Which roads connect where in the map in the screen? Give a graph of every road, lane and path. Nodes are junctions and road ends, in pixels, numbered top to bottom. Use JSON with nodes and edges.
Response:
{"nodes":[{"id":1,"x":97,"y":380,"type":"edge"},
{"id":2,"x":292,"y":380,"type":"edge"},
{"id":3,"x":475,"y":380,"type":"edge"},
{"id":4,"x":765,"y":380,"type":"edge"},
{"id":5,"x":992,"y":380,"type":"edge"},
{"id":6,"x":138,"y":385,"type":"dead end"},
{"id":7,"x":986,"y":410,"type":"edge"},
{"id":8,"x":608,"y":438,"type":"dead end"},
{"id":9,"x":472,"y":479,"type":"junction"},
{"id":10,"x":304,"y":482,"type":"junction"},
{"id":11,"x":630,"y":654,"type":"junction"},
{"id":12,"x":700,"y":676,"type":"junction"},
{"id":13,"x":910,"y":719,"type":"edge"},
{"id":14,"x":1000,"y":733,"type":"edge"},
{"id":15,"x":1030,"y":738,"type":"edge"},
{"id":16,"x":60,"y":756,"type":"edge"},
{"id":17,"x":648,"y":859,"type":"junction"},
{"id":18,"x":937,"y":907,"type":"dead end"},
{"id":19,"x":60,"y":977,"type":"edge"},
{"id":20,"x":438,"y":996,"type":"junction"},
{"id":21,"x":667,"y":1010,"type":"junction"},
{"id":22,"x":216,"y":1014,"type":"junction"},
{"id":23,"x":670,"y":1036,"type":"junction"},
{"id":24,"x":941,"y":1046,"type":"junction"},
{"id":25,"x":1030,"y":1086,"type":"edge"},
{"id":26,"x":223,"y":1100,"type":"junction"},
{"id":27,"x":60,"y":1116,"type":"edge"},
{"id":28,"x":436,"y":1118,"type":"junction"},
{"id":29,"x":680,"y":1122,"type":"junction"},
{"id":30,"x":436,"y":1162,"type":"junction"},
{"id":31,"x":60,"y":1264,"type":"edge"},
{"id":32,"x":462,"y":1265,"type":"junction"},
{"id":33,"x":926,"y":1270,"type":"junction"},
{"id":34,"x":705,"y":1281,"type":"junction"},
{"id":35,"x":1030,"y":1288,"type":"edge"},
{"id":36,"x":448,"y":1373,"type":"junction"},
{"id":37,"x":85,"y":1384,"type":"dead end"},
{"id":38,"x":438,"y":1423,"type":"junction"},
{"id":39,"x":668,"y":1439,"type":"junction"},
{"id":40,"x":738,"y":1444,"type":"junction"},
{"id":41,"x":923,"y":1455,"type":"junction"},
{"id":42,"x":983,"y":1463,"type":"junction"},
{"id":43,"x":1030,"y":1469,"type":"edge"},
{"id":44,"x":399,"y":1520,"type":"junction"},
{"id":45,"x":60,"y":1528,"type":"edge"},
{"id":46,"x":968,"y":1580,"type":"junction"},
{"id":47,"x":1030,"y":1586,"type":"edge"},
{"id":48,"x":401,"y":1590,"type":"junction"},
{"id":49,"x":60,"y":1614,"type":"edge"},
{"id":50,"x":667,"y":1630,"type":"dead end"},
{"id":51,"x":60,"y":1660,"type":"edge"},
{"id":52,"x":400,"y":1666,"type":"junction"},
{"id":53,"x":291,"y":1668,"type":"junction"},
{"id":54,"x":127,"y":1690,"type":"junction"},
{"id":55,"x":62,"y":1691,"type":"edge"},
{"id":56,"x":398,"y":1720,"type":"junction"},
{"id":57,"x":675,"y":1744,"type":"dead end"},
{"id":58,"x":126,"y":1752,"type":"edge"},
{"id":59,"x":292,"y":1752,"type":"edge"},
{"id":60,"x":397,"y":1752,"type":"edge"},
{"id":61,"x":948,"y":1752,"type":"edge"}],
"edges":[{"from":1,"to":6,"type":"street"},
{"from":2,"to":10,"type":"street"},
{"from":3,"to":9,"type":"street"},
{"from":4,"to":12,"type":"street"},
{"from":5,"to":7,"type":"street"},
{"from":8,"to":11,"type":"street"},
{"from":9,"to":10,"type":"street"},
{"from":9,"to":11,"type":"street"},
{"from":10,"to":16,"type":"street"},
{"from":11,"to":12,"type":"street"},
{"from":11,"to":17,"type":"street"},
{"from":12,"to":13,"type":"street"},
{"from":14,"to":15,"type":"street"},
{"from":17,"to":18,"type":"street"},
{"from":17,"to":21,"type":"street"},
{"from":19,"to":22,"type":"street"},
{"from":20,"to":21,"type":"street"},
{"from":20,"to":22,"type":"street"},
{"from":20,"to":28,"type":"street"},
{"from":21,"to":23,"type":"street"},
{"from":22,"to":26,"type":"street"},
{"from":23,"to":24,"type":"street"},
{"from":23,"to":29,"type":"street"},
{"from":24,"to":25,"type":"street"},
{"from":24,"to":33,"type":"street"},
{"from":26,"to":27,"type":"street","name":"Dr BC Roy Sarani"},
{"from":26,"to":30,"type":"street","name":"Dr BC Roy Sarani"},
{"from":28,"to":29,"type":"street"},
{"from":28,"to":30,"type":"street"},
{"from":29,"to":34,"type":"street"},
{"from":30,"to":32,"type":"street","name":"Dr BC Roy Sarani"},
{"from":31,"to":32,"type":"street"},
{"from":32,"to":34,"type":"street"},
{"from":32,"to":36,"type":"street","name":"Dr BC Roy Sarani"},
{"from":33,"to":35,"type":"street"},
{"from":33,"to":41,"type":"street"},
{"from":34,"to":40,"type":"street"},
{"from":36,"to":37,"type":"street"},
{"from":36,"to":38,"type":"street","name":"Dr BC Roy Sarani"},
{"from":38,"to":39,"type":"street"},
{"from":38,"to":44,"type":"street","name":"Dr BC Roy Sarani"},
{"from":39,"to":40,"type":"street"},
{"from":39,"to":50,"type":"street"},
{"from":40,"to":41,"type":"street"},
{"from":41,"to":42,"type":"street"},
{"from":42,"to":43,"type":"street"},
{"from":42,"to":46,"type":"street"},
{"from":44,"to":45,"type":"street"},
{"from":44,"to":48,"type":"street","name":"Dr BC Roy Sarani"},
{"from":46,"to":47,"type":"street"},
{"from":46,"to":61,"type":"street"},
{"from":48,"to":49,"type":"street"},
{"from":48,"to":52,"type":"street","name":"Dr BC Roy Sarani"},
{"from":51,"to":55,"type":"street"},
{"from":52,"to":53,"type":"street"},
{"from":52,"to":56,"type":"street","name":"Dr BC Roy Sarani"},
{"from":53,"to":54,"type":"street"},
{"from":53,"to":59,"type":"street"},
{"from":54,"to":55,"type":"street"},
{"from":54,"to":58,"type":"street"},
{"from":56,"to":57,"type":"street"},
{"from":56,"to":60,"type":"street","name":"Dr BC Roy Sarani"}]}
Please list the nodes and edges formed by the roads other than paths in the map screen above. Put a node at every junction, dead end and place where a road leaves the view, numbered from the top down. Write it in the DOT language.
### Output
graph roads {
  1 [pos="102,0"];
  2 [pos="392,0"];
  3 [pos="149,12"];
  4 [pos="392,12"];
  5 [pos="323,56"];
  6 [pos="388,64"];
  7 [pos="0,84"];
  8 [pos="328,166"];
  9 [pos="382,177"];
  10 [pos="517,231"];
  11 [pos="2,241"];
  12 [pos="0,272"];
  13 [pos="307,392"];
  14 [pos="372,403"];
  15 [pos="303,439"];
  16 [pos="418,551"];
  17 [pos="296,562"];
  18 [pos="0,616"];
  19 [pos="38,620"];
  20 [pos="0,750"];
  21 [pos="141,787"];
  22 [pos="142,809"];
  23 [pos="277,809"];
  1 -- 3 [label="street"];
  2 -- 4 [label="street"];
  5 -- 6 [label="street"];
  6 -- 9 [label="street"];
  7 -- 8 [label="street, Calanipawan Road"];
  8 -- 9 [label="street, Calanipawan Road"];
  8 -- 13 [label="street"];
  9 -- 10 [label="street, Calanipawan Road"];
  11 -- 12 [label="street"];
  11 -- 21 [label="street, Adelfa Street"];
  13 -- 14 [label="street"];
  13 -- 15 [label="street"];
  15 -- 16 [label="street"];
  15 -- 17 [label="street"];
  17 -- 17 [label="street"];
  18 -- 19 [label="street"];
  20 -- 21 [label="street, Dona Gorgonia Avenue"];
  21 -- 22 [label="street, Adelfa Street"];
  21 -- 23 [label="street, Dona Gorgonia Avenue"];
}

■ TASK PROMPT: Lines of the material in which the word "Calanipawan" occurs are to be copied out.

■ EXERCISE OUTPUT:
  7 -- 8 [label="street, Calanipawan Road"];
  8 -- 9 [label="street, Calanipawan Road"];
  9 -- 10 [label="street, Calanipawan Road"];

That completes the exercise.